My faith in Knowlton was unshaken, but I turned Mr. Claybourne's words over in my mind. "If that is an objection," I said at last, "I'll cable my father to give Knowlton an interest in the business."

"You ought to have done that long ago," replied Mr. Claybourne. "Well, Ted, I'm sorry I can't encourage you. Coming to dinner tonight?"

From Mr. Claybourne's factory I walked straight to the telegraph-and-cable office. "Do it now, as Knowlton would say," I smiled to myself as I walked along the street. It was quite a different thing for me to walk along Deep Harbor's streets now from what it had been the first few months. It almost seemed as if half the persons I met knew me. "Hello, Ted!" passing men would call with cheery friendliness—from the barber at the Otooska House to the president of the country club, I was "Ted." Young ladies waved friendly hands at me from front porches, or would ask after Helen as I went by. It was a curiously intimate town, where men often fought each other bitterly in business and played golf together afterwards at the country club. We had no secrets from each other, and the young people wandered in and out of each other's homes as into clubs. It was a frightfully public way to live, and yet not unpleasant.

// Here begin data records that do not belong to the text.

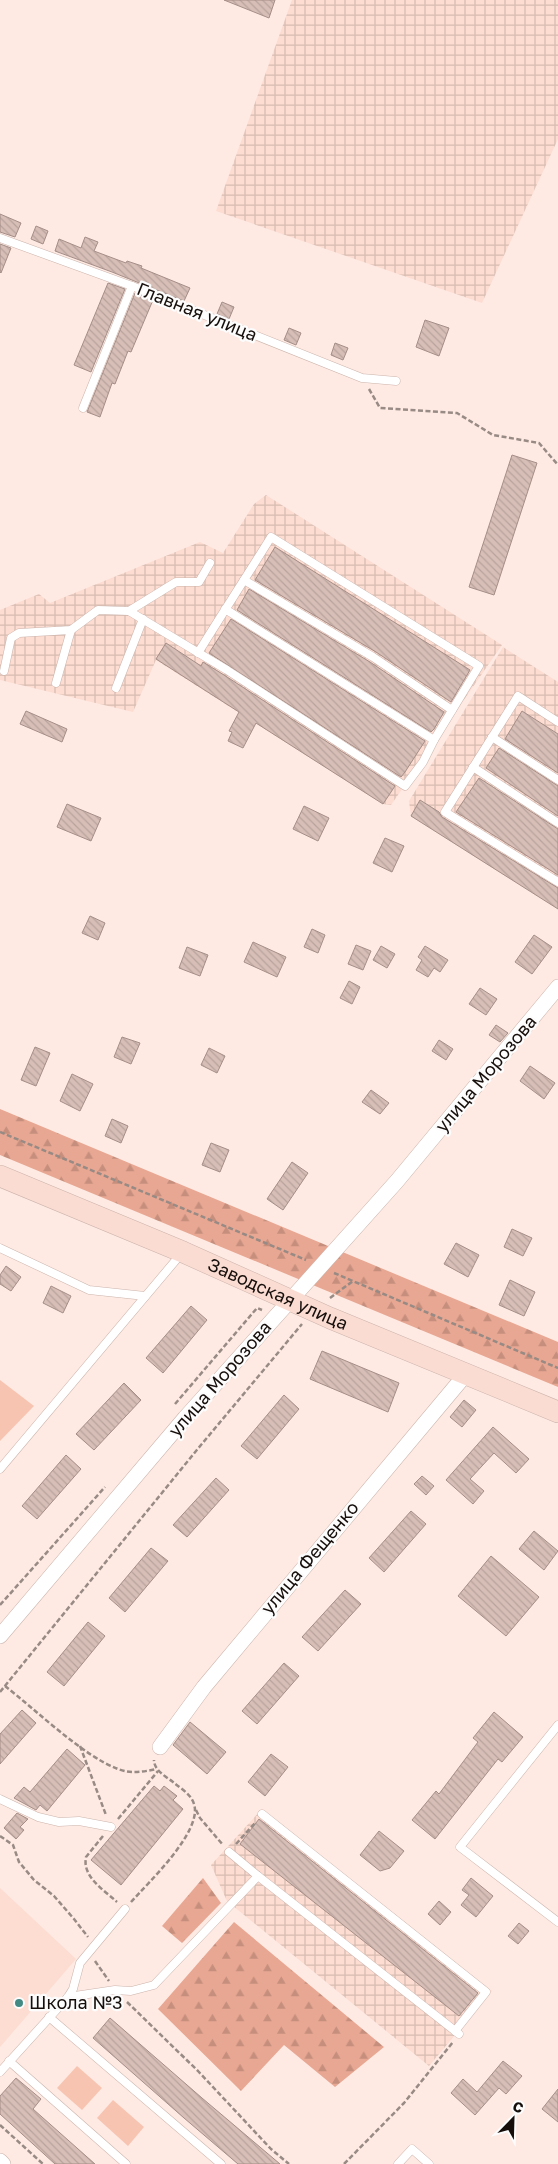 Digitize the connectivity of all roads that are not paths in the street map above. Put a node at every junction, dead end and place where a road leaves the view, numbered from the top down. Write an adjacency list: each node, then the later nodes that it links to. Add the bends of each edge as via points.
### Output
1 (0, 238): 2 (lane, Главная улица)
2 (132, 286): 3 (lane, Главная улица, via 362,378); 4 (lane)
3 (396, 380)
4 (83, 408)
5 (210, 563): 8 (lane, via 199,582 176,582)
6 (244, 580): 7 (lane); 15 (lane, via 373,657); 15 (lane, via 271,537 479,666)
7 (226, 609): 11 (lane); 18 (lane)
8 (129, 611): 9 (lane); 10 (lane, via 98,610)
9 (143, 620): 11 (lane); 14 (lane)
10 (71, 630): 12 (lane, via 18,633 11,638); 13 (lane)
11 (198, 652): 18 (lane, via 405,786)
12 (4, 671)
13 (56, 683)
14 (116, 688)
15 (452, 710): 18 (lane)
16 (558, 722): 17 (lane, via 518,696)
17 (492, 737): 19 (lane); 20 (lane)
18 (434, 740)
19 (473, 767): 21 (lane); 22 (lane, via 445,812)
20 (558, 780)
21 (558, 823)
22 (558, 882)
23 (558, 987): 28 (street, улица Морозова, via 397,1181)
24 (0, 1176): 26 (street, Заводская улица)
25 (0, 1248): 27 (lane, via 89,1290)
26 (183, 1252): 27 (lane); 28 (street, Заводская улица)
27 (145, 1296): 31 (lane)
28 (290, 1299): 29 (street, Заводская улица); 32 (street, улица Морозова)
29 (466, 1374): 30 (street, Заводская улица); 34 (street, улица Фещенко, via 204,1687)
30 (558, 1412)
31 (0, 1469)
32 (0, 1636)
33 (558, 1725): 41 (lane, via 460,1847)
34 (160, 1747)
35 (0, 1799): 37 (lane, via 52,1821 79,1821)
36 (262, 1814): 39 (lane, via 486,1992 457,2033)
37 (111, 1828)
38 (229, 1852): 39 (lane)
39 (258, 1876): 42 (lane, via 154,1985 131,1991 115,1990)
40 (125, 1909): 42 (lane, via 77,1970)
41 (558, 1922)
42 (68, 1997): 43 (lane)
43 (49, 2017): 44 (lane); 49 (lane)
44 (9, 2061): 45 (lane); 48 (lane)
45 (0, 2072)
46 (0, 2161): 47 (street)
47 (3, 2164)
48 (126, 2164)
49 (221, 2164)
50 (398, 2164): 51 (lane, via 412,2149)
51 (429, 2164)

There was a special free masonry among the men. They knew each other's financial standing and bank account down to the last cent. They also knew each other's business capacity and reliability with astounding accuracy. One heard at the club startlingly frank revelations about all that was going on, and nothing that happened remained long unknown or undiscussed. There were some things talked about which did not reach the ears of the women—whom So-and-so visited on his last trip to New York, for example. The men knew and laughed at much that their code kept from their wives. On the whole, Deep Harbor was a reasonably moral place, in spite of much cocktail drinking and free and easy manners. But there were a few notorious exceptions. And others, less notorious, indulged in occasional flings in distant towns. I never heard of any "prominent citizen" who kept a double establishment in Deep Harbor. A double life there meant a train journey. An actual local scandal was a six months' wonder and carried with it almost complete ostracism to boot. We had had a few famous divorces, but none during my time.

I was thinking of all this as I walked to the telegraph office on State Street. The greetings along the way had started me on my train of thought. I was a long time wording my cable to my father and still longer reducing it to a business code. A cable or telegram in plain language was not advisable. Deep Harbor knew everything, even the secrets you sent or received by wire. I had been casually questioned more than once about sending messages in code. One advantage of so thoroughly transparent a glass house was that no one cared particularly about casting stones. The infinite gossip of the men, while frank and outspoken in its opinions, was rarely malicious. It was simply that a naked truth, deprived of the last fig leaf, circulated concerning every one.

"All right, Mr. Jevons," said the telegraph girl, as she took my coded message. "Charge it to the company?"

"No—personal," I answered. Knowlton had a way of making me account for every cable. A company cable had to have a copy filed at the office.

"Shall I 'phone an answer out to the Claybournes'?" she asked, as if it were a perfectly ordinary matter for her to have an intimate knowledge of my evening movements.

"Yes," I said, for one got accustomed to Deep Harbor's ways, "but make certain you give the reply to me in person. Do not leave a message or 'phone it to any one else in the house."